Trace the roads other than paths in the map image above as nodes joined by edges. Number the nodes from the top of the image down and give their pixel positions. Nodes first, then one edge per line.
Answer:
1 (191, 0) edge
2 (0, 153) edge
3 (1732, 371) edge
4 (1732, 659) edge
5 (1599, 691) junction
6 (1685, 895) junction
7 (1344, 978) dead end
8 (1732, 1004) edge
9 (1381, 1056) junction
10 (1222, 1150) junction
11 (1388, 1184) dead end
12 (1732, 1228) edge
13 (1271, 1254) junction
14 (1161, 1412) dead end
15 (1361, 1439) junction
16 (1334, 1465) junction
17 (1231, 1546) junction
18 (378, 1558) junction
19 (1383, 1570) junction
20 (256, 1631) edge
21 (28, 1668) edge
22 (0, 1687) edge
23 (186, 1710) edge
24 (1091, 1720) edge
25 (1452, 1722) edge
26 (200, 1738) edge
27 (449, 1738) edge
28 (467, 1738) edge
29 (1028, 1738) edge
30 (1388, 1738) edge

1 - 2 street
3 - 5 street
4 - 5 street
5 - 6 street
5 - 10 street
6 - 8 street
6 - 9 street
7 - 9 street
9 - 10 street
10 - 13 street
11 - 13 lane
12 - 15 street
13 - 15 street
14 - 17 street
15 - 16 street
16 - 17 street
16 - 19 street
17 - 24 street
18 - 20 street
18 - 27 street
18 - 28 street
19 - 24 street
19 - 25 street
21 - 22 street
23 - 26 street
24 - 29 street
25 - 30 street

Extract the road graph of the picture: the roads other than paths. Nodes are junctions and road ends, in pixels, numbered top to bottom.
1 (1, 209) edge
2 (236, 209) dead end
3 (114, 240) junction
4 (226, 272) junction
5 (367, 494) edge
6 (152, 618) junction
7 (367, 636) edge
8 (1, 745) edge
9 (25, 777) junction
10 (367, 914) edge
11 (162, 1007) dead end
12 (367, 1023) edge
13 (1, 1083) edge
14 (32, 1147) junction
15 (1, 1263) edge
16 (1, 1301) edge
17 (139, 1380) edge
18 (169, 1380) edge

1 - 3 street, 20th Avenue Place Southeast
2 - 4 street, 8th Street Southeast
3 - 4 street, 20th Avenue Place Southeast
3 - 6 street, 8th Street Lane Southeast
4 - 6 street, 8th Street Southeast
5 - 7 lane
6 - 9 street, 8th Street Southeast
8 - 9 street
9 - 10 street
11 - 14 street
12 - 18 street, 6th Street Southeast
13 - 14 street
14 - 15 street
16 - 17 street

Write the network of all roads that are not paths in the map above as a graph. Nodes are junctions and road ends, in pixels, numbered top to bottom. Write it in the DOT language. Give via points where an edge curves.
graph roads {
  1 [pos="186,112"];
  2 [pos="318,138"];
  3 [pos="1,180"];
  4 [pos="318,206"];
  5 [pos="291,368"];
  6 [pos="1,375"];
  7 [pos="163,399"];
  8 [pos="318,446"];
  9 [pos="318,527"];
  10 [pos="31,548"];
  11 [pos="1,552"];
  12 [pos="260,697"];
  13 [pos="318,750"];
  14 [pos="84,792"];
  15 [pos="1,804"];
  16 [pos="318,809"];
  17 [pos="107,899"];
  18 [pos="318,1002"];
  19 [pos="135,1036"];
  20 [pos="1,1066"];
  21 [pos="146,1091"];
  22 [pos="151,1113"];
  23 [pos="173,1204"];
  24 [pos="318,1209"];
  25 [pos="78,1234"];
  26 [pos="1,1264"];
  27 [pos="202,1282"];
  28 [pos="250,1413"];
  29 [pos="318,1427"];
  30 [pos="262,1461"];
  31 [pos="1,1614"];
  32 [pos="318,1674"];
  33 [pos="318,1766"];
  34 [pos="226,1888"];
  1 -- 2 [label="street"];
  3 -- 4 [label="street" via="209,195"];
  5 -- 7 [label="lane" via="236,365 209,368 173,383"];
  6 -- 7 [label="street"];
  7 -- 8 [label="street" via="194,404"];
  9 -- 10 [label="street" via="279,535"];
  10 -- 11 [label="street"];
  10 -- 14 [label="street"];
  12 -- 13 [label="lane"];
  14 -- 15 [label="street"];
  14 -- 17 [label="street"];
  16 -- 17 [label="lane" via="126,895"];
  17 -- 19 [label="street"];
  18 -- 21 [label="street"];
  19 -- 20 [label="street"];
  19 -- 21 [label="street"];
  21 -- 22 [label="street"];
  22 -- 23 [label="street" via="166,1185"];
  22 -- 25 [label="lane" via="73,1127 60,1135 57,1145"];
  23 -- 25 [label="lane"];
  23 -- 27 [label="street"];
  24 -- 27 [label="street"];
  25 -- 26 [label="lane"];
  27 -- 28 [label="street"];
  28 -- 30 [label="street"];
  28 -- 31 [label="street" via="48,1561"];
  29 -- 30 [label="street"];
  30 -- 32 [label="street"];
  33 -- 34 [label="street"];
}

> _Your task_
For the records above, count the lines that contain the word "bottom" and give only that number.

> _Result below_
2